お子様の門出と成長をお祝いする卒業式&入学式。大切な節目の時だからこそ、礼を尽くした服装で参列したいですよね。今回はそんなお母様たちへ、卒業式・入学式向けの着物選びについて解説。コーディネートのポイントや着物に合わせる小物などもご紹介します。ぜひ着物での参列にチャレンジしてみてください。

【目次】
1 卒業式や入学式にふさわしい着物の種類
2 卒業式と入学式それぞれに似合う着物の色や柄
3 卒業式や入学式に参列、着物以外に必要なアイテムは?
4 まとめ

卒業式や入学式にふさわしい着物の種類

着物で参列したいという気持ちはあるものの、どんな着物を選べば良いのか分からない方も多いかと思います。卒業式や入学式は厳粛なセレモニー。お世話になった先生方にご挨拶することもあるので、フォーマルに徹するのが基本です。その一方でもう1つ忘れてはならないのが、主役はあくまでもお子様であるということ。お子様より目立たないよう1歩引いた装いにすることもとても大切です。洋服でいうと、華美なドレスではなく落ち着いた色味のワンピースやスーツが好ましいのはそのためです。
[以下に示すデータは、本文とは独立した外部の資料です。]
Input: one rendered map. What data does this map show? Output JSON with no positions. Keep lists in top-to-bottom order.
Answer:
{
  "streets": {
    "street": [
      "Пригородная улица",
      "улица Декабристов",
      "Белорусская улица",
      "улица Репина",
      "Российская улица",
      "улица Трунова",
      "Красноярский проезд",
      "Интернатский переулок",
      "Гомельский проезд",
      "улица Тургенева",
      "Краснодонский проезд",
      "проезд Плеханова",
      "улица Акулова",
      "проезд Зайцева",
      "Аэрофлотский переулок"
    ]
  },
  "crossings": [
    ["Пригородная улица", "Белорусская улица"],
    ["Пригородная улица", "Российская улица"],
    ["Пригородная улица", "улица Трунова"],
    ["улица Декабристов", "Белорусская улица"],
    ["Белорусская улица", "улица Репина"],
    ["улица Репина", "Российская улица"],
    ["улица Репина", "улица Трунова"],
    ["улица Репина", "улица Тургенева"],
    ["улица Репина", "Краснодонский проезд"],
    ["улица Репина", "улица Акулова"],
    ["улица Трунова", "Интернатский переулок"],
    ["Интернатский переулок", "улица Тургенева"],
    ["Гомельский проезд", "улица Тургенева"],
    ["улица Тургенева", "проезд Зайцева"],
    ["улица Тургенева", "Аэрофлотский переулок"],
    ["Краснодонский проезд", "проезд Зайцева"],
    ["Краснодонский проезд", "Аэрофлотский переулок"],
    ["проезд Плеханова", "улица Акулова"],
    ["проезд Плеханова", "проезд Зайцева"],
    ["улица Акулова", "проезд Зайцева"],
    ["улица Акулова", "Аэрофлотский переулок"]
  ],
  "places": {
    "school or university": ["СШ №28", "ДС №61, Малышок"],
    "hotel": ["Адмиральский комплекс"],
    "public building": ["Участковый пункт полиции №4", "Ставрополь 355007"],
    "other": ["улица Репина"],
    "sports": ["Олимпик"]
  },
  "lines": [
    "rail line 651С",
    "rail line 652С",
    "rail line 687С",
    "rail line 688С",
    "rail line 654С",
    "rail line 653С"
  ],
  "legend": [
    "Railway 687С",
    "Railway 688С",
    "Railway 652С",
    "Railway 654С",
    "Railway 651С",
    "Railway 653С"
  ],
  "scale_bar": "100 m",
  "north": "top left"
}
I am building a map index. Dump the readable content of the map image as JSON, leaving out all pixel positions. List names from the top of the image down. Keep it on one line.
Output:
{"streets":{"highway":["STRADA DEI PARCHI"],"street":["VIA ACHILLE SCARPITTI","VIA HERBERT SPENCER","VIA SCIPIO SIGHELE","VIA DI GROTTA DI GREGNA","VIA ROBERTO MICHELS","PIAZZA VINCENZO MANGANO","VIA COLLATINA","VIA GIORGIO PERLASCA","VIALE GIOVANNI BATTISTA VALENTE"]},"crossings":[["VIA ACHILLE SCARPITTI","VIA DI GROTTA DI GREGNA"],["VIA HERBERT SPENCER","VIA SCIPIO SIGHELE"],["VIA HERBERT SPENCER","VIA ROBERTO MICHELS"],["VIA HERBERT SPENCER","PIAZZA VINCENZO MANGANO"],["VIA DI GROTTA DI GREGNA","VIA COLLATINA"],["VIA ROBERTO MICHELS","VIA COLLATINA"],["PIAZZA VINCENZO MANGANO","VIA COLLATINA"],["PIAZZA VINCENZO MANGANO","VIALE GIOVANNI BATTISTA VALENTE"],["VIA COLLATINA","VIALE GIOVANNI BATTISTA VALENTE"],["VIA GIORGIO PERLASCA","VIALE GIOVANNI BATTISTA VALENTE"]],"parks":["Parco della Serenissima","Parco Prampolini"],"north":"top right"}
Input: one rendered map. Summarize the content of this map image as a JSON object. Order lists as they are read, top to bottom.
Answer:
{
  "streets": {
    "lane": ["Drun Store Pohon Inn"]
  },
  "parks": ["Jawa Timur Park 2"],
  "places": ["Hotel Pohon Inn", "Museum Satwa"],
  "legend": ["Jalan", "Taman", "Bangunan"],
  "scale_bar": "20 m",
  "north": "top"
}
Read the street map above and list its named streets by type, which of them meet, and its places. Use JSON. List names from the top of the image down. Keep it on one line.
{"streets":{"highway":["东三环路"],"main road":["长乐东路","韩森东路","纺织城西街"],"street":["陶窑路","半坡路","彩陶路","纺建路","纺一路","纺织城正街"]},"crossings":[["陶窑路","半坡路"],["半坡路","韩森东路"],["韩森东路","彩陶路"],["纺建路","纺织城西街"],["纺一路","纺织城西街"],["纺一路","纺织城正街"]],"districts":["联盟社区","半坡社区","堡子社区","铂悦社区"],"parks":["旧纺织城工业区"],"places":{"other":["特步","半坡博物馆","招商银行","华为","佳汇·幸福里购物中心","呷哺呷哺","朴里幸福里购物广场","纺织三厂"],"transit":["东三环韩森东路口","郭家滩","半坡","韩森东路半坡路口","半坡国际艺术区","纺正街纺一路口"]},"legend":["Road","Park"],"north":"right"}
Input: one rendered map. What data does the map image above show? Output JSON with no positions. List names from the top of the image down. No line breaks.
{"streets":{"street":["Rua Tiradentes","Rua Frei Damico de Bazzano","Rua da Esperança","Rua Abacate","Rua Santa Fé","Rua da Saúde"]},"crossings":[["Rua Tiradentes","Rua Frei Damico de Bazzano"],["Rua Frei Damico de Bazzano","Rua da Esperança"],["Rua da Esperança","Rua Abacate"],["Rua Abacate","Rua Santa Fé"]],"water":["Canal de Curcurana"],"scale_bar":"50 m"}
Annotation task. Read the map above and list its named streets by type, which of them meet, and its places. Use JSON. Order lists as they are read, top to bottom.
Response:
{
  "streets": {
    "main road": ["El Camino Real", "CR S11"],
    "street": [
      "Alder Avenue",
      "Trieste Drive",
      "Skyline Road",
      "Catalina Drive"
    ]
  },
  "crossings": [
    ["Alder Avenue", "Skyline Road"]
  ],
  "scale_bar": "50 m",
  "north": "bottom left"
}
着物に置き換えると、準礼装の訪問着や色無地がちょうど良いということになります。最礼装の黒留袖や色留袖、振袖、黒紋付などは主に冠婚葬祭に用いられるもので、格が高すぎて卒業式や入学式には不向き。きちんとした服装を…と張り切り過ぎて格がちぐはぐにならないよう気をつけましょう。ここからは訪問着や色無地の特徴を解説します。

訪問着はほど良い華やかさと使い勝手の良さが魅力
卒業式や入学式に着て行く着物の中で最も人気が高いのが訪問着。着物全体、もしくは肩・胸・袖・裾にかけて模様が途切れることなく1枚の絵のようにつながった「絵羽模様」が特徴です。色無地よりも華やかに見えるため、特に新生活のスタートを祝う入学式に向いているとされています。卒業式で着る場合は控えめな色柄のものを選ぶとスマートでしょう。訪問着はほかにも、お子様のお宮参りや七五三、結婚式、パーティ、観劇、お茶会など、さまざまな場に着て行くことができます。幅広いシーンで活躍できるので、卒業式や入学式を機に1着あつらえておくのもおすすめです。

色無地はシンプルな中にも上品な美しさが光る
白生地を黒以外の1色で染め上げた、柄のまったく入っていない着物のことを色無地といいます。落ち着いた雰囲気が、ほかの着物にはない最大の魅力。門出の時であると同時に別れの場でもある卒業式にぴったりです。きちんと感はありつつも、お子様より目立つこともないため安心して着られます。無地=絵柄の季節感や格に悩むことなく使えるというのも嬉しいポイントでしょう。一つ紋、もしくは紋がないタイプであれば、かしこまった食事会やお茶会などにも着て行けます。

■訪問着よりもやや控えめな装いの付け下げを選ぶ方も
準礼装の1つ下の略礼装に付け下げと呼ばれる着物があります。反物の状態で模様付けをしているため、訪問着とは違って縫い目で模様が途切れます。また、胸や肩、袖、裾などに何回も同じ模様が登場するのも訪問着との違いです。上品な着物なので卒業式や入学式に着て行っても差し支えありません。落ち着いたイメージということもあり、特に卒業式に向いているとされています。

卒業式と入学式それぞれに似合う着物の色や柄

卒業式と入学式、どちらも学校生活における大切な式典ですが、意味合いは少し異なります。それぞれの雰囲気や目的をきちんと理解して色や柄を選ぶと、よりふさわしい装いとなります。

卒業式
学校生活の締めくくりとなる卒業式。無事にこの日を迎えられた喜びと、ご友人との別れの切なさが入り混じる特別な1日です。お世話になった先生方に感謝の気持ちを伝える場でもあります。そういったことを考えると、卒業式には寒色系の落ち着いた色合いがおすすめ。淡いトーンの青や水色、グレーなどを選べば、ブラックフォーマルできめた洋装派のお母様の中でも浮くことがありません。柄の色もなるべく控えに、なおかつ数も少なめなほうが卒業式らしい雰囲気が引き立ちます。

入学式
学校生活の記念すべき最初の1日となる入学式。新たな出会いの時でもあり、卒業式に比べると明るいイメージがあります。というわけで着物も、喜びや希望を感じさせるような温かみのあるカラーが自然とマッチ。淡いピンクや黄色、クリーム、ベージュ、藤色、若草色などのパステルカラーがぴったりです。春らしく上品な花柄や、松竹梅や扇といったおめでたい柄も場の雰囲気に合います。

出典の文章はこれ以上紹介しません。